Subvertisements: Using Ads and Logos for Protest” is an upcoming art exhibition that takes advertising, a pervasive element in U.S. consumer culture, and portrays it in a different kind of light. The show was put together using subvertisements from the Center for the Study of Political Graphics.

Through popular culture advertising, along with plays on familiar logos and imagery, the posters will present their individual attacks on what organizers say are myriad social injustices.

“CSPG has been established for about ten years,” said Louise M. Lewis, CSUN art gallery director. “They have collected political posters about women’s rights, civil rights from all over the world. These posters support, promote or criticize human rights. We have done seven to eight of their shows and we have premiered almost all of them.”

CSPG works on the perspective that art has the power to influence minds. The organization regularly hosts exhibitions in order to make diverse political statements.

In their upcoming display, CSPG is organizing a “Call for Posters,” in which the group will invite interested artists to donate posters – owned or created – to the organization.

“We call for submission for the exhibition,” said Mary Sutton, program director for CSPG. “It might be posters that people have had for 30 years or an artist might be inspired to create a new one. However, just like any other art exhibition, there are things submitted that might not be displayed.”

The submission window has since ended. Two-thirds or more of the exhibit comes from what the organization already owned. While the majority of the posters are from the U.S., some international submissions include posters from countries such as Spain, Germany and Cuba.

A self-proclaimed fan of political art, Lewis was contacted a couple years ago by CSPG in regard to the organization’s wish to use CSUN Art Galleries as exhibition areas. They wanted to write off a grant that was received from Los Angeles’s Department of Cultural Affairs.

“To apply for a grant, they needed to show that they had a venue,” Lewis said. “We feel honored and privileged that they put us as guarantee for their grant.”

Lewis said people visit the art galleries expecting to see landscape paintings. But the political posters will raise guests’ awareness to the thought-provoking nature of the art. Lewis said she is confident the display will convey the value of art as an effective form of visual communication.

“Art has many uses, from deeply emotional and spiritual to very political,” she said. “This exhibition is about taking an advertisement and using it in a very different way, (it’s a) very different image to make people more politically aware. It is not necessarily a critique of the product. It is about advertising and connecting it to a political issue.”

Carol Wells, founder and executive director of CSPG, said she also believes strongly in the power of art and its ability to influence social change. Using the war in Iraq, racism and apartheid in South Africa as examples, she said art has long been a way for artists to address and provoke the prospect of social change.

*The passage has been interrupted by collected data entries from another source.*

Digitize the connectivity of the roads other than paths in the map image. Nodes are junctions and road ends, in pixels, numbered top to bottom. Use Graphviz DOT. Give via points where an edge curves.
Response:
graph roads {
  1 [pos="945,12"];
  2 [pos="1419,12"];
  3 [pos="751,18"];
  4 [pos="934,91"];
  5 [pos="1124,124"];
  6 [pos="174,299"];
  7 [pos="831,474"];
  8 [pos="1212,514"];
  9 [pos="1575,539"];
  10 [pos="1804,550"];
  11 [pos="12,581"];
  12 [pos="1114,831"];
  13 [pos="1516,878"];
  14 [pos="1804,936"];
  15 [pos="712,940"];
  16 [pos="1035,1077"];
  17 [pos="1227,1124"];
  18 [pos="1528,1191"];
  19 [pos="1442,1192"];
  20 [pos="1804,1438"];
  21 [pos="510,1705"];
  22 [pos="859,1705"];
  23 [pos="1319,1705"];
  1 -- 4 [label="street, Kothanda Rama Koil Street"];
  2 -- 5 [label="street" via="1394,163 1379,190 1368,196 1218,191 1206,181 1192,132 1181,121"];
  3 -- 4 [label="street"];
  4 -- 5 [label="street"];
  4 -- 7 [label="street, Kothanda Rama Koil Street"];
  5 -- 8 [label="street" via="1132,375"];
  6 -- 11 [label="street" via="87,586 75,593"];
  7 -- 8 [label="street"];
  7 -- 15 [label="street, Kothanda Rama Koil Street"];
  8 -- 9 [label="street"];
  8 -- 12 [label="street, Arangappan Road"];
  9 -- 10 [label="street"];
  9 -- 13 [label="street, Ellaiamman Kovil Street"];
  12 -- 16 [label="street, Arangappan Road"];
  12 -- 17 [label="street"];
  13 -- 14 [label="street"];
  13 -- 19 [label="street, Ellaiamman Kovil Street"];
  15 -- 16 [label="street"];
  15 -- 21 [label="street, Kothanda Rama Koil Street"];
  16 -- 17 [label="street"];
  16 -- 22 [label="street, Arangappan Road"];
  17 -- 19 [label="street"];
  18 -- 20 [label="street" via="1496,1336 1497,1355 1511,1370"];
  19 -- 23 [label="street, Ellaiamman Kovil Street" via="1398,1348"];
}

“There has never been a movement for social change without art being central to those movements,” she said. “Posters that are political often get dismissed as not art. They are art; powerful art.”

Opposition to the war in Iraq, the international boycotting of Coca-Cola and flawed U.S. prisons are other topics addressed by the exhibition.

“A poster about Iraq looks like an iPod ad,” Sutton said about one of the ads. “iRaq” is a poster with the silhouette of an Abu Ghraib detainee holding what appears to be an MP3 player and earphones in his hands. “People look at it and look again and see that it is not an iPod ad,” she said.

At the bottom of the poster, an outdated statement reads,”10,000 Iraqis killed. 773 US soldiers dead.”

Sutton said the posters appropriate memorable corporate logos or advertising imagery through the daily advertisements. “However, instead of being advertisements, these posters are making statements on social justice,” she said.

Organized by the Center for the Study of Political Graphics, the exhibition will be on display from March 19 through April 21 in the CSUN Art Gallery.